Stored dataset items —
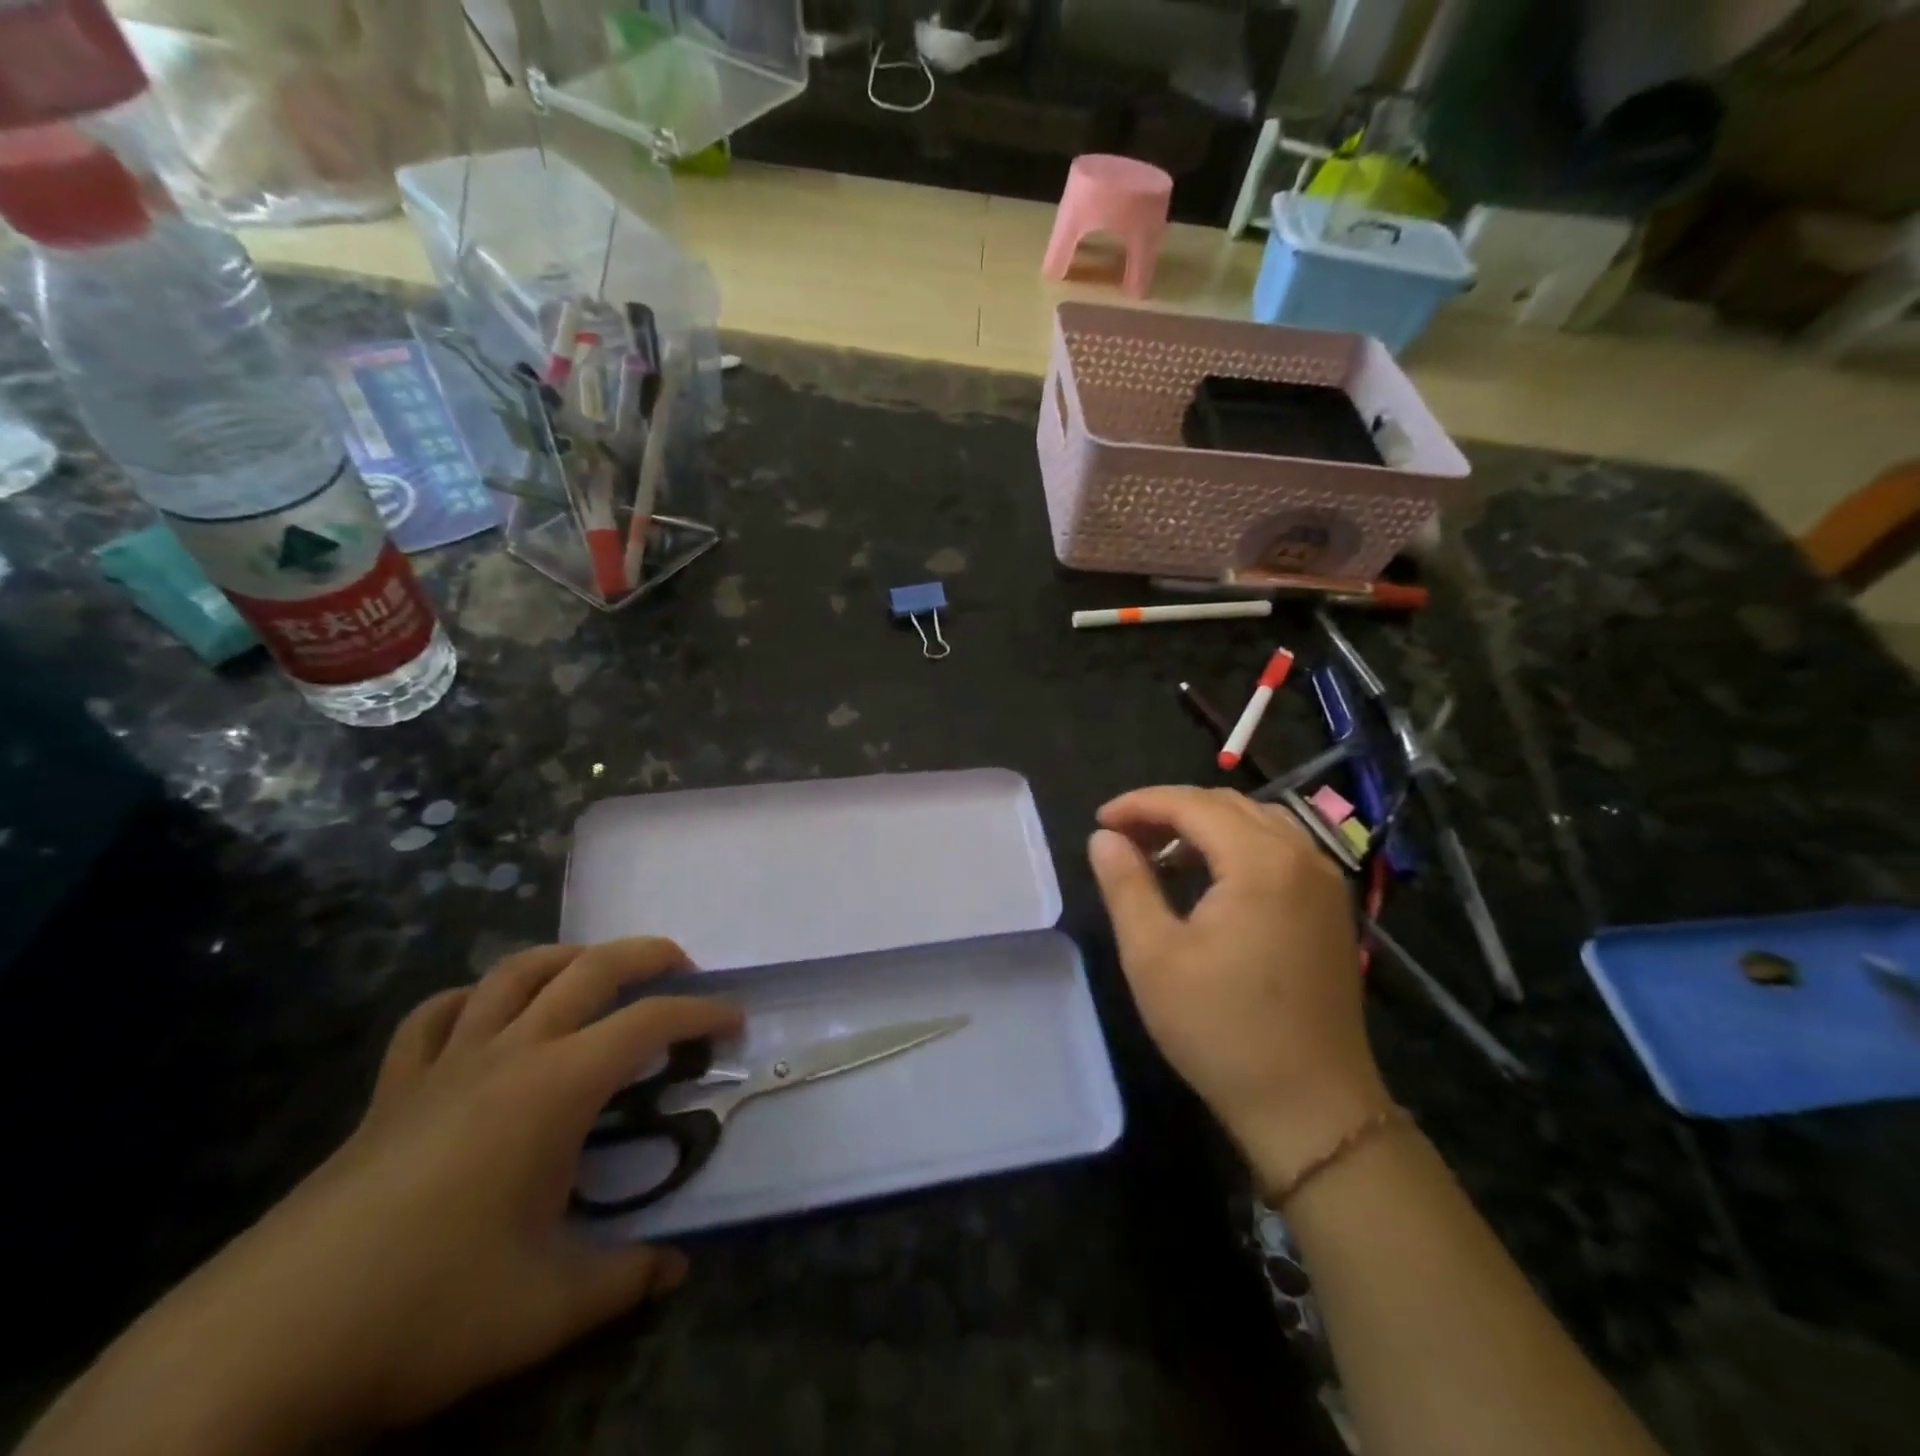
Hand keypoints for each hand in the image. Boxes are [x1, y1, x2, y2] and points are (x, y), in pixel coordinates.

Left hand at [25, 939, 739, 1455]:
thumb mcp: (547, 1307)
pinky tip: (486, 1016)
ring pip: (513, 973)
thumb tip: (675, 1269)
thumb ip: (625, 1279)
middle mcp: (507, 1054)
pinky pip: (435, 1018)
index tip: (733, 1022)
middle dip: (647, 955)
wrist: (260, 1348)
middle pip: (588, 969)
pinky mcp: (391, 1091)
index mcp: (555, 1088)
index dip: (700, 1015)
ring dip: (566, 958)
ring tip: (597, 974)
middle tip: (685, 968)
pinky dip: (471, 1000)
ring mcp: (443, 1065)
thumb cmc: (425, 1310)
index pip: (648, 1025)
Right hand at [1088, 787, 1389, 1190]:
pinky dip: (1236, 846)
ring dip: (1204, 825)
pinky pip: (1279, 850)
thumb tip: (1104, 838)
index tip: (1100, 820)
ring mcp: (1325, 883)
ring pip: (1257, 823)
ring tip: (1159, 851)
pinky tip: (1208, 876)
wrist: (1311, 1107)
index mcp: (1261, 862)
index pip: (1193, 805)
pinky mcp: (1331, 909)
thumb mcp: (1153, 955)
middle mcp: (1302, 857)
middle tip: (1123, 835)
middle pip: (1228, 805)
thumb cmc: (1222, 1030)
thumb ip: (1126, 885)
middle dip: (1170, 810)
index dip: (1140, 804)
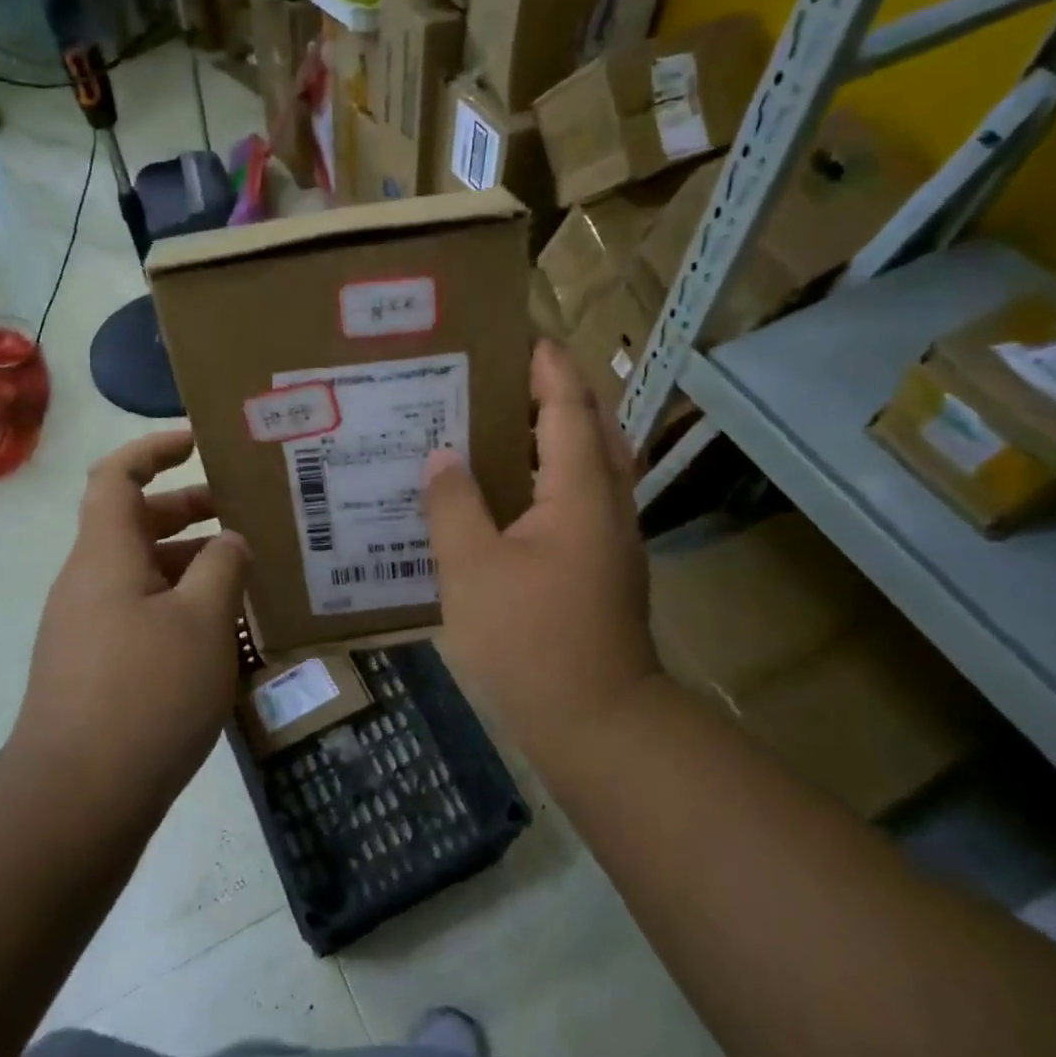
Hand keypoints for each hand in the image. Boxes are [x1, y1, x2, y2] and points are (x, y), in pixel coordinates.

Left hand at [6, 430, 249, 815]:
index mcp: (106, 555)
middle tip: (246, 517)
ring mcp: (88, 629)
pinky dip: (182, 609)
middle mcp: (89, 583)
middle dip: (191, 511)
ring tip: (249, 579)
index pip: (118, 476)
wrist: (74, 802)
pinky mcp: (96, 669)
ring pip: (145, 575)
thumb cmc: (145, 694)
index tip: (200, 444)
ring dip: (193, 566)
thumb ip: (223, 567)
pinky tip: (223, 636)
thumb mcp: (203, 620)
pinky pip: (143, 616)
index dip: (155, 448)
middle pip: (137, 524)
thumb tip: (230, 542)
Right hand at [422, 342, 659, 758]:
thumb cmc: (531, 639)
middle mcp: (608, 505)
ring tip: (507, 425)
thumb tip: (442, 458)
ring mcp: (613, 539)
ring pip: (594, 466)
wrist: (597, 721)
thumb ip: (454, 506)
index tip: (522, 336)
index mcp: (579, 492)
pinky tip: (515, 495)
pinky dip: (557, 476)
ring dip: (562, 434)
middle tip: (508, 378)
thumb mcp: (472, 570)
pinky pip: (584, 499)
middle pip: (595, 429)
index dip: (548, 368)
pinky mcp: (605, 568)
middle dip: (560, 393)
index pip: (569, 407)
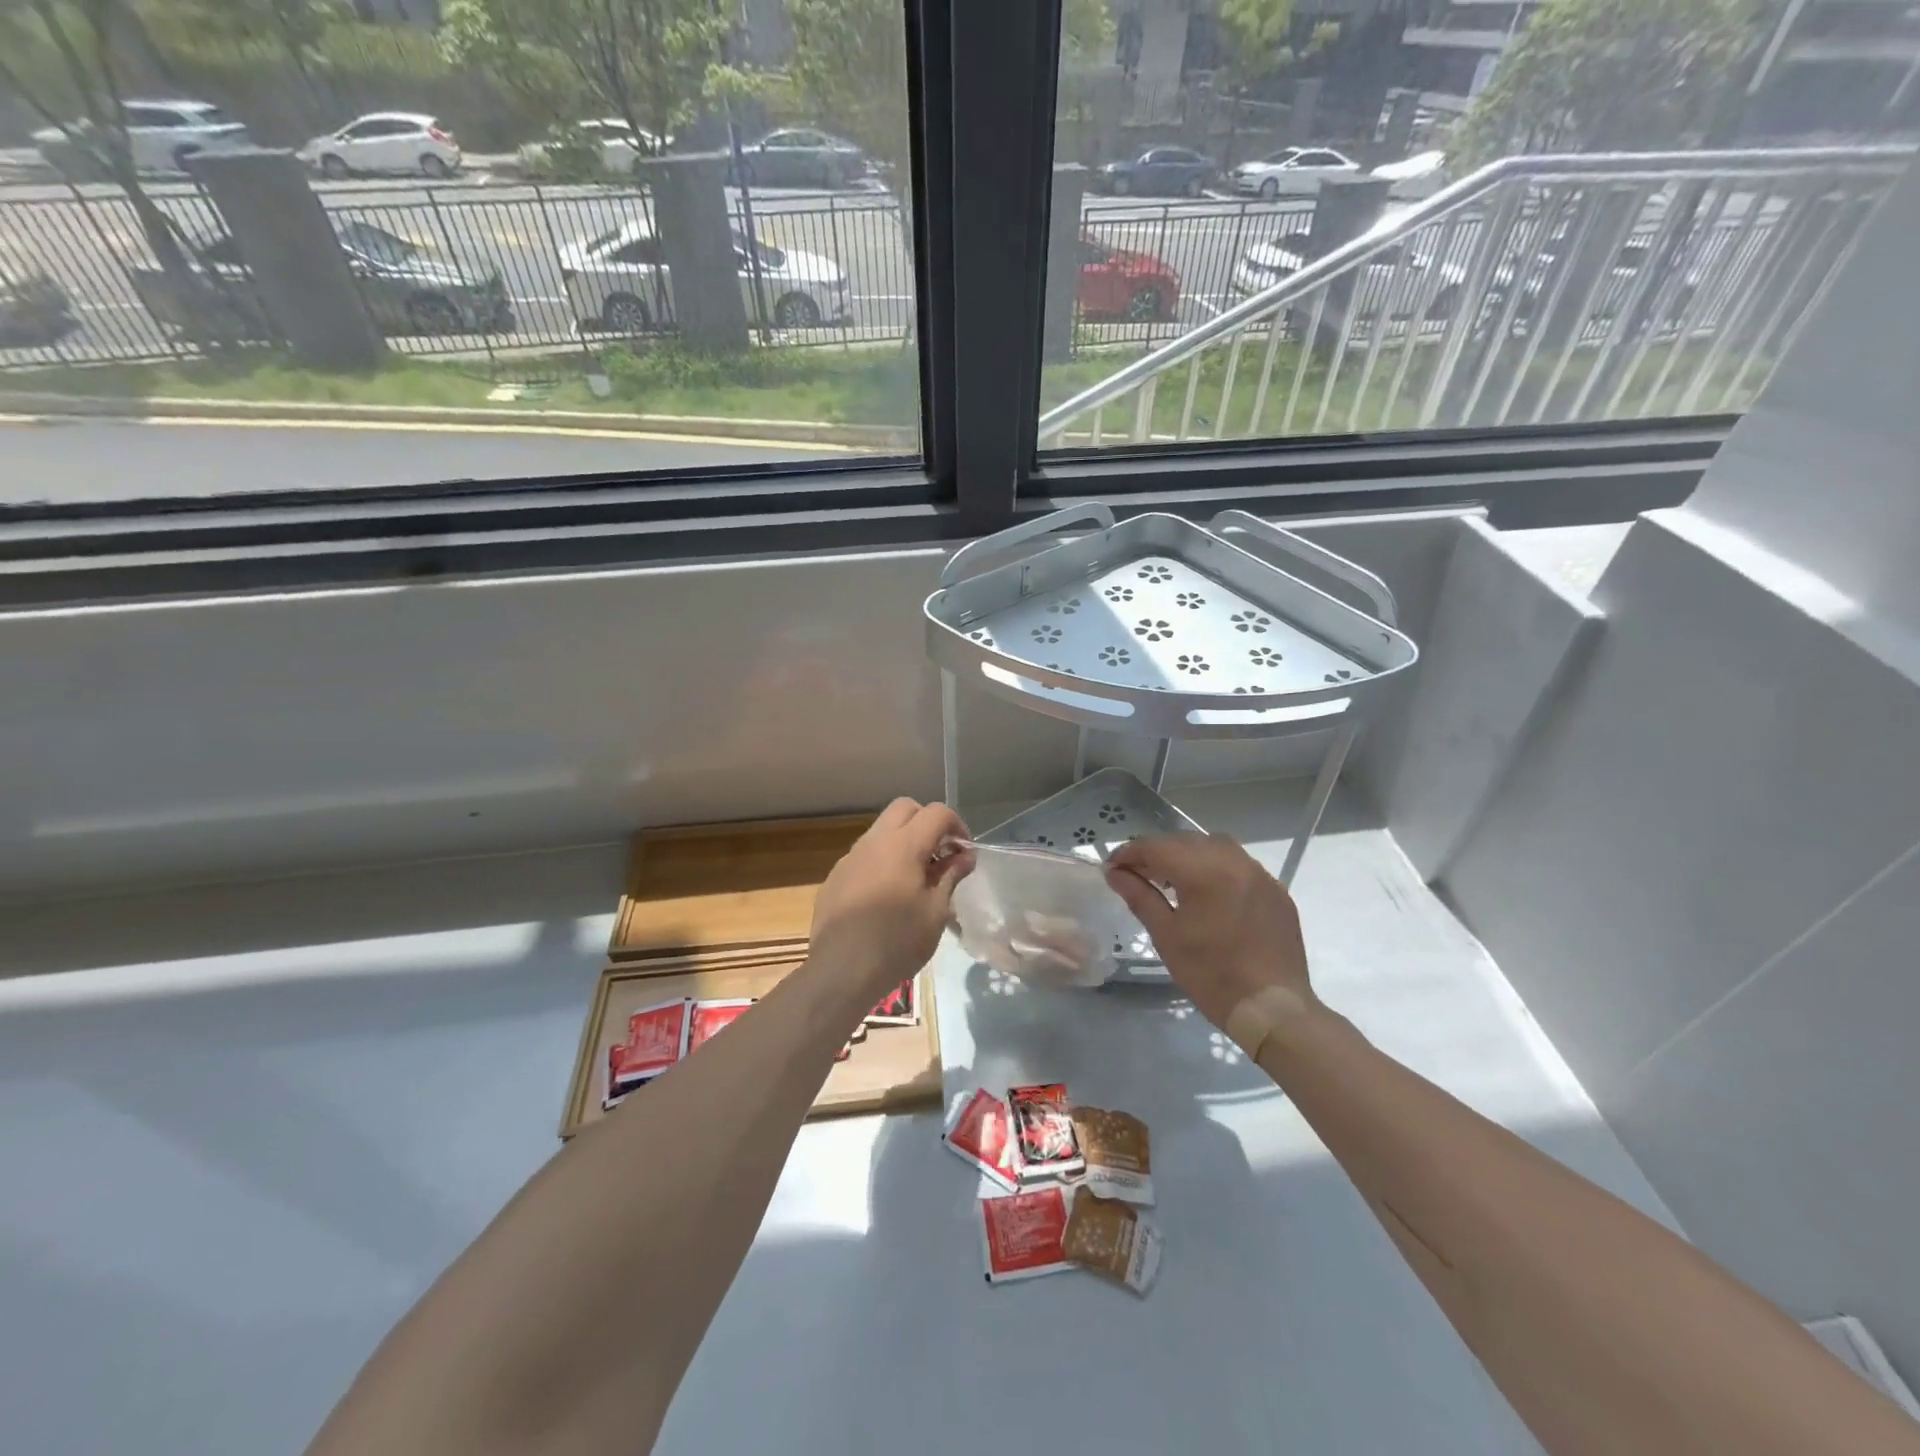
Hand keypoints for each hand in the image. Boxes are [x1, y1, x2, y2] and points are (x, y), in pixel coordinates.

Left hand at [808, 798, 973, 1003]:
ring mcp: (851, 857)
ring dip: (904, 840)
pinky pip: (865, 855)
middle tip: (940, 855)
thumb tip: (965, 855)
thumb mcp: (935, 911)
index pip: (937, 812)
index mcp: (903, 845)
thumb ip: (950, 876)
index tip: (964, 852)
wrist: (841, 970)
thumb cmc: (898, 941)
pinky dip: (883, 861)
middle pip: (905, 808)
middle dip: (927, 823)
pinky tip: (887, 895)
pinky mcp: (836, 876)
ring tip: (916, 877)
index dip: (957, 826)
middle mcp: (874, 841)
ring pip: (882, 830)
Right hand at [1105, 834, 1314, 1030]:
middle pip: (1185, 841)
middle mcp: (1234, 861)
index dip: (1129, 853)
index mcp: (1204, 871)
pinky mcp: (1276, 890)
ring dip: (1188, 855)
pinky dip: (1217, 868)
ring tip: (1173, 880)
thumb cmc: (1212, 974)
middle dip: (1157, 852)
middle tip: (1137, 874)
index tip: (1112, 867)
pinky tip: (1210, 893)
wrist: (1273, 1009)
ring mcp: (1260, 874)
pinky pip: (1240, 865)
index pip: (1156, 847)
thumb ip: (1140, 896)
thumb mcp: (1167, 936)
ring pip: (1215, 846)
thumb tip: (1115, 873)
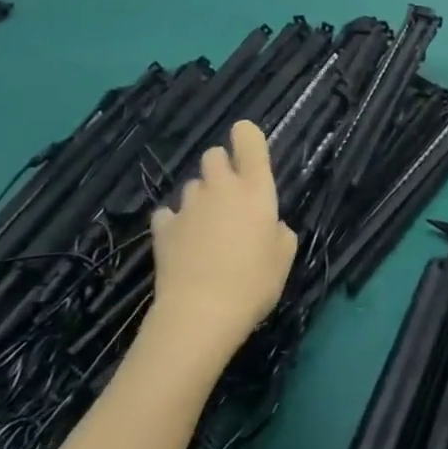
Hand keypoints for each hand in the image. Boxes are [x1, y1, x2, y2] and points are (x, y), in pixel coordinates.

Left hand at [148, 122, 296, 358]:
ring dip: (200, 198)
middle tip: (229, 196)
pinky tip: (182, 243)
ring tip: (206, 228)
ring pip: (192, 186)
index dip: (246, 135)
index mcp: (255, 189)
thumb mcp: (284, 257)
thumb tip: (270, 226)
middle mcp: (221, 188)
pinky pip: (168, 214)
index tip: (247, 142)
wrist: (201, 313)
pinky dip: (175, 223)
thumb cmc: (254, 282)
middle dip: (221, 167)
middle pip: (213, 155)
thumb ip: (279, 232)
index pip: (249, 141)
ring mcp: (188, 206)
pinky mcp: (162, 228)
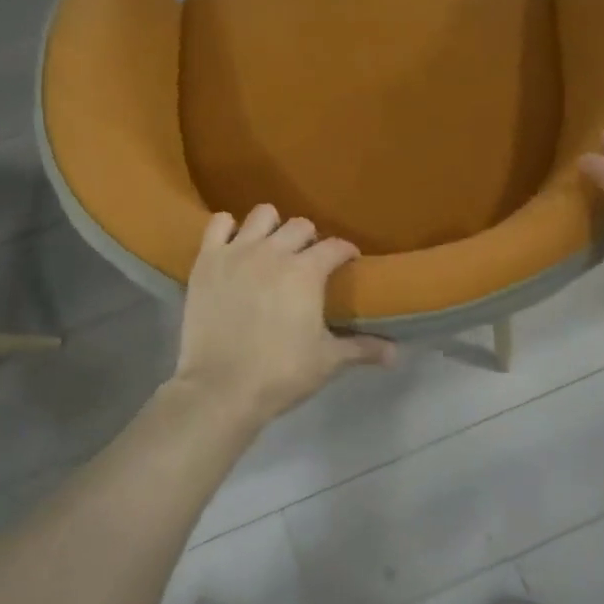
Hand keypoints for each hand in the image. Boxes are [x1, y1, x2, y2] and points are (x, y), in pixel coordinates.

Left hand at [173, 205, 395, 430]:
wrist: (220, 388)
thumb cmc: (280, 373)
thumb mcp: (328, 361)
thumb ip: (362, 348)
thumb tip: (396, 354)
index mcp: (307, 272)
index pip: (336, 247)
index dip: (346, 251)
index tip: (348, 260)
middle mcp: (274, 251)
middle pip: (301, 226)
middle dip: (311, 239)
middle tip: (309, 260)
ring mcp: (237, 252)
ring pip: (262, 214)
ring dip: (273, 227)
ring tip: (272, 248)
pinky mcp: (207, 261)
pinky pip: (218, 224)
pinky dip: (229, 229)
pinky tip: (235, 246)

Aim of the exercise — Lines that hold "Left" are the ones to copy, so pick each out from the data.

Task answer —
Left hand at [25, 939, 739, 1455]:
Left hand at [6, 430, 249, 815]:
Left hand at [808, 798, 973, 1003]:
Left hand at [148, 122, 296, 358]:
Left hand at [173, 205, 395, 430]:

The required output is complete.